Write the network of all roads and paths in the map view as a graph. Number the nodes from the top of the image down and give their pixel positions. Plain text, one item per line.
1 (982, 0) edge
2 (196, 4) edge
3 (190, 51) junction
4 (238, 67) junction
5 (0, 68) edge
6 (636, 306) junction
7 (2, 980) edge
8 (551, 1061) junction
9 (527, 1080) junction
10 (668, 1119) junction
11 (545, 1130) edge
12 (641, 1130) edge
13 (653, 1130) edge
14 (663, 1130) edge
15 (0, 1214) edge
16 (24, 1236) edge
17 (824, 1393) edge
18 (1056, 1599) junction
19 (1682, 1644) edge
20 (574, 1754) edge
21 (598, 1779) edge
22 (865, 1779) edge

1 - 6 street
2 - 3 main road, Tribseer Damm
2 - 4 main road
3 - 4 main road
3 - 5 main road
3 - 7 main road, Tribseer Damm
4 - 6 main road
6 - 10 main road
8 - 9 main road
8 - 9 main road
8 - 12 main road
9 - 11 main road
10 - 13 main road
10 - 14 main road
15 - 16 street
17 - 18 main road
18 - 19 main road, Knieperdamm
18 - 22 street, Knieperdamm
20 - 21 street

________________

Prompt ▸ The response should consist of all the entries, transcribed exactly.

Problem solution ▸
Write the network of all roads and paths in the map view as a graph. Number the nodes from the top of the image down and give their pixel positions. Plain text, one item per line.
1 (982, 0) edge
2 (196, 4) edge
3 (190, 51) junction
4 (238, 67) junction
5 (0, 68) edge
6 (636, 306) junction
7 (2, 980) edge
8 (551, 1061) junction
9 (527, 1080) junction
10 (668, 1119) junction
11 (545, 1130) edge
12 (641, 1130) edge
13 (653, 1130) edge
14 (663, 1130) edge
15 (0, 1214) edge
16 (24, 1236) edge
17 (824, 1393) edge
18 (1056, 1599) junction
19 (1682, 1644) edge
20 (574, 1754) edge
21 (598, 1779) edge
22 (865, 1779) edge

1 - 6 street
2 - 3 main road, Tribseer Damm
2 - 4 main road
3 - 4 main road
3 - 5 main road
3 - 7 main road, Tribseer Damm
4 - 6 main road
6 - 10 main road
8 - 9 main road
8 - 9 main road
8 - 12 main road
9 - 11 main road
10 - 13 main road
10 - 14 main road
15 - 16 street
17 - 18 main road
18 - 19 main road, Knieperdamm
18 - 22 street, Knieperdamm
20 - 21 street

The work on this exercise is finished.